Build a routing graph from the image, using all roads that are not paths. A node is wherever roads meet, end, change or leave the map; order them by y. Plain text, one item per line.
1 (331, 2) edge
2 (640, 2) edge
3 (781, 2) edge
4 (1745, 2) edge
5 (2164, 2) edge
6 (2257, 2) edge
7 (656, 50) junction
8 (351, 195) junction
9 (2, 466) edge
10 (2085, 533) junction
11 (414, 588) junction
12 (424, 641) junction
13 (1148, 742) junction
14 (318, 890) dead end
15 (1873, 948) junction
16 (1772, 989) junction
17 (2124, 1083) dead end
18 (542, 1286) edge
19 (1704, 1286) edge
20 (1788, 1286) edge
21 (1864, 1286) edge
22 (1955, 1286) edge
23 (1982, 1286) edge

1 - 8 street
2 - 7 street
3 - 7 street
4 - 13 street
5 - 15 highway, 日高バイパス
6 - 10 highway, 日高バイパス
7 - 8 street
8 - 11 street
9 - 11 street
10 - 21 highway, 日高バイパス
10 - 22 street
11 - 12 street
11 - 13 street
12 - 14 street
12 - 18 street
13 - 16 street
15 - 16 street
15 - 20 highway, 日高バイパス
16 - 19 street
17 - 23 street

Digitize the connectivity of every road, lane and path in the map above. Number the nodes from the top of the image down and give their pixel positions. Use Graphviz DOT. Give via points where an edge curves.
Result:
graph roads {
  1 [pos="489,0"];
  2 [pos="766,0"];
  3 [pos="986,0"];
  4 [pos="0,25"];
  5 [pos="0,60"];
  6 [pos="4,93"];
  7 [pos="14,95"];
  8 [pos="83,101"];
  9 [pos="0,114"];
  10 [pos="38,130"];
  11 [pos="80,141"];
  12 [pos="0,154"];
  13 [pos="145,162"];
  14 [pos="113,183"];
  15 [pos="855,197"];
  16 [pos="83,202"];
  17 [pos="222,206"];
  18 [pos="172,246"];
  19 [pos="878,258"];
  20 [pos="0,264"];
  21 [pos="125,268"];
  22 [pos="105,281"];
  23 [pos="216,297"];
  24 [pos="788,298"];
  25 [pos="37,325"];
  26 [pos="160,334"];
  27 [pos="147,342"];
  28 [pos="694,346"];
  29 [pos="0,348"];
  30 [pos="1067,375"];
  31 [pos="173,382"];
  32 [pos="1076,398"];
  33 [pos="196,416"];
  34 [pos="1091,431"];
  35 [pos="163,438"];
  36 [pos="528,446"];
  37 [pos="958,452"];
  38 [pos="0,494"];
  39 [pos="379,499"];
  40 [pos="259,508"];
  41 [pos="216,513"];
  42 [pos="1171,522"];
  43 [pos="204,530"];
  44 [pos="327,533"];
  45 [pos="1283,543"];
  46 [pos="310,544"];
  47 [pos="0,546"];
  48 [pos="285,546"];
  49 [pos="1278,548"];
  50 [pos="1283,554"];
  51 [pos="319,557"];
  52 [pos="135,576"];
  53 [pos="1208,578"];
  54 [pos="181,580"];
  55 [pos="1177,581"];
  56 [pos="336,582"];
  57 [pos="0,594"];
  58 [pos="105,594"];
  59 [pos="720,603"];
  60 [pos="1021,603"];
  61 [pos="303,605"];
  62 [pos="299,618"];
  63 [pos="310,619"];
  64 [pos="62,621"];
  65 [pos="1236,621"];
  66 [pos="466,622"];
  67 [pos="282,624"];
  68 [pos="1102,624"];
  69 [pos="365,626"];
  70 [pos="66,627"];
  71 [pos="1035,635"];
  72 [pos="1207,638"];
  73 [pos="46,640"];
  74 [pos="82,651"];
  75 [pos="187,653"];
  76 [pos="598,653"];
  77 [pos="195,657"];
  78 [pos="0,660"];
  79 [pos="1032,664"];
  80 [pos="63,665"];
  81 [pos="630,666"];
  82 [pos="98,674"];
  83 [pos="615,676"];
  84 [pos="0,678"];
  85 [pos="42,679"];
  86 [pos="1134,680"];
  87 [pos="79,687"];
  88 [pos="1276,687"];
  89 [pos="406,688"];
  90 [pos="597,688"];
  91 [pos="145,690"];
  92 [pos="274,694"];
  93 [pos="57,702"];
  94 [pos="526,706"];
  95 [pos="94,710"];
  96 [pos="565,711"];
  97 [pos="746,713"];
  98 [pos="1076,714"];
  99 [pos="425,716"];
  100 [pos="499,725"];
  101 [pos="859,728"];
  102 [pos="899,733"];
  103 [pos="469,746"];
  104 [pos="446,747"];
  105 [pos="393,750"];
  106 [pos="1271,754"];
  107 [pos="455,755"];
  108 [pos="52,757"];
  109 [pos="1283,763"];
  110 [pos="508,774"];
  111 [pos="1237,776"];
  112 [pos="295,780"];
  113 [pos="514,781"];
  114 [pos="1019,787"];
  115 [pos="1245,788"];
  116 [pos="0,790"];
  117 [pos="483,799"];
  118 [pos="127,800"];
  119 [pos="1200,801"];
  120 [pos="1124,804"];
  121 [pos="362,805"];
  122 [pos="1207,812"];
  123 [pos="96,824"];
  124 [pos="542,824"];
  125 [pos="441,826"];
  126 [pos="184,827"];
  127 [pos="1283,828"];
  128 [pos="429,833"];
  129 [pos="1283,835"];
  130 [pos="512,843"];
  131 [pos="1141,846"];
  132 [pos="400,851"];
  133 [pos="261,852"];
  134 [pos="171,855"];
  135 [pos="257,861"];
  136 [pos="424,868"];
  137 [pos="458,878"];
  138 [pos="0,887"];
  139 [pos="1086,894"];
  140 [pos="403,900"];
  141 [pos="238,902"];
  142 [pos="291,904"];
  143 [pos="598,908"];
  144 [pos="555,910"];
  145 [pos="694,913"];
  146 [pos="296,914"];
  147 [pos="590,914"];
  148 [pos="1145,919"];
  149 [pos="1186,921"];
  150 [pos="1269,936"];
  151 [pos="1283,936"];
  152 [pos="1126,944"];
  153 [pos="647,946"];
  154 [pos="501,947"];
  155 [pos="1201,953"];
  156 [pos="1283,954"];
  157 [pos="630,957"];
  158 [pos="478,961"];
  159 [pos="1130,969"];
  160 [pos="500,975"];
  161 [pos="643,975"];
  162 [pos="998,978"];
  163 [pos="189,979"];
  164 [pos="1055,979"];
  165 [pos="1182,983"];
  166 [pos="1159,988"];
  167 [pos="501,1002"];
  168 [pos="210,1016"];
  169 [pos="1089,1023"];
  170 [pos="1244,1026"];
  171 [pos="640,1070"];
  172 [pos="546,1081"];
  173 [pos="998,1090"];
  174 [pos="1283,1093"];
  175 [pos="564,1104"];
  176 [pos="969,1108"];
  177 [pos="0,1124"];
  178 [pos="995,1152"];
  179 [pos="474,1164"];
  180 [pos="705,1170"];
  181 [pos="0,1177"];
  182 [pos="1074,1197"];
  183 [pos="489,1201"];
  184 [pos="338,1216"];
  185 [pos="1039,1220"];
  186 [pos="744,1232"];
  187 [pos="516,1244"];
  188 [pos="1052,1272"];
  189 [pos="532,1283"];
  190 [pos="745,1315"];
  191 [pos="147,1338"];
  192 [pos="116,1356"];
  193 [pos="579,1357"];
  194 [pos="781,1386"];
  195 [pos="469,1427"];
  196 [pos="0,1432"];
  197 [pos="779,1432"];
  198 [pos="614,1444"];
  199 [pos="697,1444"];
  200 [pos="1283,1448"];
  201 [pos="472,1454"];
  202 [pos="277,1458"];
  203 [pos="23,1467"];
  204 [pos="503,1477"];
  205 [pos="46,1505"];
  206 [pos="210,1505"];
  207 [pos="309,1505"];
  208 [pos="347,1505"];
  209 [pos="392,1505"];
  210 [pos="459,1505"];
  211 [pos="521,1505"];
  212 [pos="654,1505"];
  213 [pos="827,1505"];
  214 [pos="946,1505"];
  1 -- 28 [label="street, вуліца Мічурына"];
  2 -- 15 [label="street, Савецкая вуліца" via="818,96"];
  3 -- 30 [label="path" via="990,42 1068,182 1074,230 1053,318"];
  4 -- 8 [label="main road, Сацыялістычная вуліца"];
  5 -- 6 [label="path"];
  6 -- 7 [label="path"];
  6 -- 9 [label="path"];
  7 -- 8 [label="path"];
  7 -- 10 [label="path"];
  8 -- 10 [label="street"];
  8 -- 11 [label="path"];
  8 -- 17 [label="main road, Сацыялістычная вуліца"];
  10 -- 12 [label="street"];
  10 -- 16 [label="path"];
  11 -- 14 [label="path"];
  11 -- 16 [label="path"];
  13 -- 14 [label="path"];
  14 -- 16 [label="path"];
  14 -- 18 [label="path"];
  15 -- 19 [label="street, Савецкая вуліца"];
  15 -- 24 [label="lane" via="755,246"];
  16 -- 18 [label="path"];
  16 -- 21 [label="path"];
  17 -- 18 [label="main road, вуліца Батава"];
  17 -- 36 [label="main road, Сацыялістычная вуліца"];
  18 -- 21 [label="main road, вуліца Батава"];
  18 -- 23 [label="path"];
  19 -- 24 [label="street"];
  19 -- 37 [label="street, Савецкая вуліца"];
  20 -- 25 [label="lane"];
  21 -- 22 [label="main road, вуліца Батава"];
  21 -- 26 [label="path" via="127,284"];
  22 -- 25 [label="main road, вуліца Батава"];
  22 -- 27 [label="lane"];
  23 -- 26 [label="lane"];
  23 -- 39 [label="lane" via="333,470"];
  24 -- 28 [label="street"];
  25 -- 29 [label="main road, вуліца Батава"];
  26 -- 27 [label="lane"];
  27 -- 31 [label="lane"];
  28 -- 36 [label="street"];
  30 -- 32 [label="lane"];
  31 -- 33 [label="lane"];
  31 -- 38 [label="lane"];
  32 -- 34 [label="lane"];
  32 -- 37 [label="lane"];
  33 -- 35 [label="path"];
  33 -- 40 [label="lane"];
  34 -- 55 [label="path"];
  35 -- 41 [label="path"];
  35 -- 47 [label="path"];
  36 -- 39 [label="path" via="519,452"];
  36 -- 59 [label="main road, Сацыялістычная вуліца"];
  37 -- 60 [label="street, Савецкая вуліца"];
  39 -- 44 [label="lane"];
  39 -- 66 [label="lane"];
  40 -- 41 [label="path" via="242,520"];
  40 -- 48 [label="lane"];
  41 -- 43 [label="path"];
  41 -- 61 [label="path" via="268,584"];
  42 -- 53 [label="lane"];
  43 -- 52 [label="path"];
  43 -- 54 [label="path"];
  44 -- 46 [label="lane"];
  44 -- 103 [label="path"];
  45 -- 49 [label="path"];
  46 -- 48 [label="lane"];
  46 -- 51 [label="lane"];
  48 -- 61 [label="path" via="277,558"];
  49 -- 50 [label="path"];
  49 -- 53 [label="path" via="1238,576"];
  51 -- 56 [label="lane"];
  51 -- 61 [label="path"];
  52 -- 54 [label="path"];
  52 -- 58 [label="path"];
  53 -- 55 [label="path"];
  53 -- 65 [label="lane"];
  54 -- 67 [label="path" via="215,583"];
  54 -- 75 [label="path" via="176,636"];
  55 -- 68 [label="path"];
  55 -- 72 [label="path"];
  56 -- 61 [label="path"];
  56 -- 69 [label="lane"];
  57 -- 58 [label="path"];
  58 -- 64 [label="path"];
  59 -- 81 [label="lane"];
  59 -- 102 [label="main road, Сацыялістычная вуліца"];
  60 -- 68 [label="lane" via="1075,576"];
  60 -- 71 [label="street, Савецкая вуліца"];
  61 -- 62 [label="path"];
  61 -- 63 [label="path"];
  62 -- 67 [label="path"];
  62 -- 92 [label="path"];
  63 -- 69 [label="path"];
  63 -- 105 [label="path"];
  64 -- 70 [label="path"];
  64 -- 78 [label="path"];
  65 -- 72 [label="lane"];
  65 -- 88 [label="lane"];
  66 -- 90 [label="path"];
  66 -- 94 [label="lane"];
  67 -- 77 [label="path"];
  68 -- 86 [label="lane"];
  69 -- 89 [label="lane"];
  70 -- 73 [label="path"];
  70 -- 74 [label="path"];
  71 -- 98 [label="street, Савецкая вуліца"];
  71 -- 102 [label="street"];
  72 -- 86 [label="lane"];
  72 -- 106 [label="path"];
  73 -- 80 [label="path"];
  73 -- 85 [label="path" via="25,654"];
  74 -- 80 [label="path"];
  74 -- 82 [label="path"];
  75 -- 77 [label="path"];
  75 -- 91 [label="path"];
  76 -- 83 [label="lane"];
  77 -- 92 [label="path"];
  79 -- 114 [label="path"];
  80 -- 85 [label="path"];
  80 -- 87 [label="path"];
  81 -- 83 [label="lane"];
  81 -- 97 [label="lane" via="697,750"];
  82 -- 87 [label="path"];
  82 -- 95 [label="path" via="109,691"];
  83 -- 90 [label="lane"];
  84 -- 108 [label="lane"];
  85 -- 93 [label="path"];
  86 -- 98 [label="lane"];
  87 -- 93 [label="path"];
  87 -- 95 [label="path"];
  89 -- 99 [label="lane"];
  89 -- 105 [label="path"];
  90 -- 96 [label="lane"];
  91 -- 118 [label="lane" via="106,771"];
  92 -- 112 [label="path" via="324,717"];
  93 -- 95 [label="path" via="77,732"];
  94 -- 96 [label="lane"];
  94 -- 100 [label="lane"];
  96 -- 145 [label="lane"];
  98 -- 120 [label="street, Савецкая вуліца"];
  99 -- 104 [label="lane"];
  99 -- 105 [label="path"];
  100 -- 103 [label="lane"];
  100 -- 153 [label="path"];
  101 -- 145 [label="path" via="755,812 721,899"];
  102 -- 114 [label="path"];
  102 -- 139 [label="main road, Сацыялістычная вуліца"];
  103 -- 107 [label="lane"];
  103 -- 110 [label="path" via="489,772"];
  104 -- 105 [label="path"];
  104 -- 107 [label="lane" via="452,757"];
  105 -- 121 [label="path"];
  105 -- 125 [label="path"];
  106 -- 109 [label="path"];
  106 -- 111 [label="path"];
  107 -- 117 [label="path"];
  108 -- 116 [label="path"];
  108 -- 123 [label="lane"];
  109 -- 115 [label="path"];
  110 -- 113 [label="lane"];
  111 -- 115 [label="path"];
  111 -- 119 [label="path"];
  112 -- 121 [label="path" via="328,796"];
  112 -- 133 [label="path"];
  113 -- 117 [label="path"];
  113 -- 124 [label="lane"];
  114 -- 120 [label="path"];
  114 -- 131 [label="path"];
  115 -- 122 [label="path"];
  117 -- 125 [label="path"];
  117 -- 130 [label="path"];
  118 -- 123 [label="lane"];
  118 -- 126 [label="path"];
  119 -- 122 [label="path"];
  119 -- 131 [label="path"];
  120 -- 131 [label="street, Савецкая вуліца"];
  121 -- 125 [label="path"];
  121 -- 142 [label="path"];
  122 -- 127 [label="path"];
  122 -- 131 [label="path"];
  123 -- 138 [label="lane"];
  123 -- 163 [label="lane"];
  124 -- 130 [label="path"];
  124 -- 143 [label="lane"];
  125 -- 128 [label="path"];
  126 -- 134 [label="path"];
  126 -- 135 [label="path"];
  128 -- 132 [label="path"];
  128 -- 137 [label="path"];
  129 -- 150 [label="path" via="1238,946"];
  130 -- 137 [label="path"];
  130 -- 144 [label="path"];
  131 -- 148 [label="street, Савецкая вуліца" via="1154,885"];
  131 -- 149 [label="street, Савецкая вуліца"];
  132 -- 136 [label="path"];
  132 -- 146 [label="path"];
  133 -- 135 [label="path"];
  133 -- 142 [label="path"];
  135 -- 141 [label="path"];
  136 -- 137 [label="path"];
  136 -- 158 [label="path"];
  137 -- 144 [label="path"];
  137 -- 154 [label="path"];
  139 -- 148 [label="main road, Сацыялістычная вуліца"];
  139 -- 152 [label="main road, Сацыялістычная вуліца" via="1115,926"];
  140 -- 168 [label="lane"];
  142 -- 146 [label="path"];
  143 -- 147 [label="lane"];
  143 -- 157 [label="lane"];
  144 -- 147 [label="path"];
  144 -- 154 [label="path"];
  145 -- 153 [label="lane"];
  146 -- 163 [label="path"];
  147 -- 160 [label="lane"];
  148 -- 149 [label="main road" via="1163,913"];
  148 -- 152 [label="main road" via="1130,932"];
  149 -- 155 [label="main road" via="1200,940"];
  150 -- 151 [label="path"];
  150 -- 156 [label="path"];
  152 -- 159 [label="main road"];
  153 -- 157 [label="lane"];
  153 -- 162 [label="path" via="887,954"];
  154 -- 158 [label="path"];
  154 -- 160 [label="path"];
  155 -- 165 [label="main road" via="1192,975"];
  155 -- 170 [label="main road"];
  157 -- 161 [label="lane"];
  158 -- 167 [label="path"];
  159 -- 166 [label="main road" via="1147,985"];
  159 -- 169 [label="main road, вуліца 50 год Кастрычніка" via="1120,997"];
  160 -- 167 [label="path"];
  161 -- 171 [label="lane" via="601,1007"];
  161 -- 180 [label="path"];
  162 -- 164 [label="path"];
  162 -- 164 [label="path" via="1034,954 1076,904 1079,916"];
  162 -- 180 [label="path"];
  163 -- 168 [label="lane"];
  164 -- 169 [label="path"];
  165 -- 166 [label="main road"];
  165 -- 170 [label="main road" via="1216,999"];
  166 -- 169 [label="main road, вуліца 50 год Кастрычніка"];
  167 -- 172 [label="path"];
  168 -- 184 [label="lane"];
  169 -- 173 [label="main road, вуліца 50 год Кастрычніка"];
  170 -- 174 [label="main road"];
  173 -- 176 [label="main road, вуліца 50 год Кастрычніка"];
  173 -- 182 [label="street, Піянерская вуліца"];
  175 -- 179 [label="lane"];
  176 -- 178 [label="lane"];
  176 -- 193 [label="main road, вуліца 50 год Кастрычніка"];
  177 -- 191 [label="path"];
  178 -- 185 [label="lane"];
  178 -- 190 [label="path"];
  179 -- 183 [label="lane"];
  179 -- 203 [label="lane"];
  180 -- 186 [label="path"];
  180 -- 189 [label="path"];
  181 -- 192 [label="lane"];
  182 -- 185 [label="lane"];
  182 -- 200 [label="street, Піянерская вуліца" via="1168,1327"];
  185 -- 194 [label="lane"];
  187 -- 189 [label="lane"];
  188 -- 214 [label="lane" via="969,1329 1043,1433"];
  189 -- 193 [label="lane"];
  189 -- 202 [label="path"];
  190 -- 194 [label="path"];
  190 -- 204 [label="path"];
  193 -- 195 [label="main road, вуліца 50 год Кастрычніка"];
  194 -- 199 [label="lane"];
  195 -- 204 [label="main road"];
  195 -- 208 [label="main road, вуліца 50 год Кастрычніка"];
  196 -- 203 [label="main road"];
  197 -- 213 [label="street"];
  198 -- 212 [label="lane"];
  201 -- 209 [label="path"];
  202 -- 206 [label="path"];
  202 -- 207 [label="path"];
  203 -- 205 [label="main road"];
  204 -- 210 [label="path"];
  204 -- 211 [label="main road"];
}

....

• _Problem_
Give again, word for word, the records from their first line to the one with "Digitize the connectivity", and leave out all else.

• _Problem solution_
Build a routing graph from the image, using all roads that are not paths. A node is wherever roads meet, end, change or leave the map; order them by y. Plain text, one item per line.
1 (331, 2) edge
2 (640, 2) edge
3 (781, 2) edge
4 (1745, 2) edge
5 (2164, 2) edge
6 (2257, 2) edge
7 (656, 50) junction
8 (351, 195) junction
9 (2, 466) edge
10 (2085, 533) junction
11 (414, 588) junction
12 (424, 641) junction
13 (1148, 742) junction
14 (318, 890) dead end
15 (1873, 948) junction
16 (1772, 989) junction
17 (2124, 1083) dead end
18 (542, 1286) edge
19 (1704, 1286) edge
20 (1788, 1286) edge
21 (1864, 1286) edge
22 (1955, 1286) edge
23 (1982, 1286) edge

1 - 8 street
2 - 7 street
3 - 7 street
4 - 13 street
5 - 15 highway, 日高バイパス
6 - 10 highway, 日高バイパス
7 - 8 street
8 - 11 street
9 - 11 street
10 - 21 highway, 日高バイパス
10 - 22 street
11 - 12 street
11 - 13 street
12 - 14 street
12 - 18 street
13 - 16 street
15 - 16 street
15 - 20 highway, 日高バイパス
16 - 19 street
17 - 23 street

Digitize the connectivity of every road, lane and path in the map above. Number the nodes from the top of the image down and give their pixel positions. Use Graphviz DOT. Give via points where an edge curves.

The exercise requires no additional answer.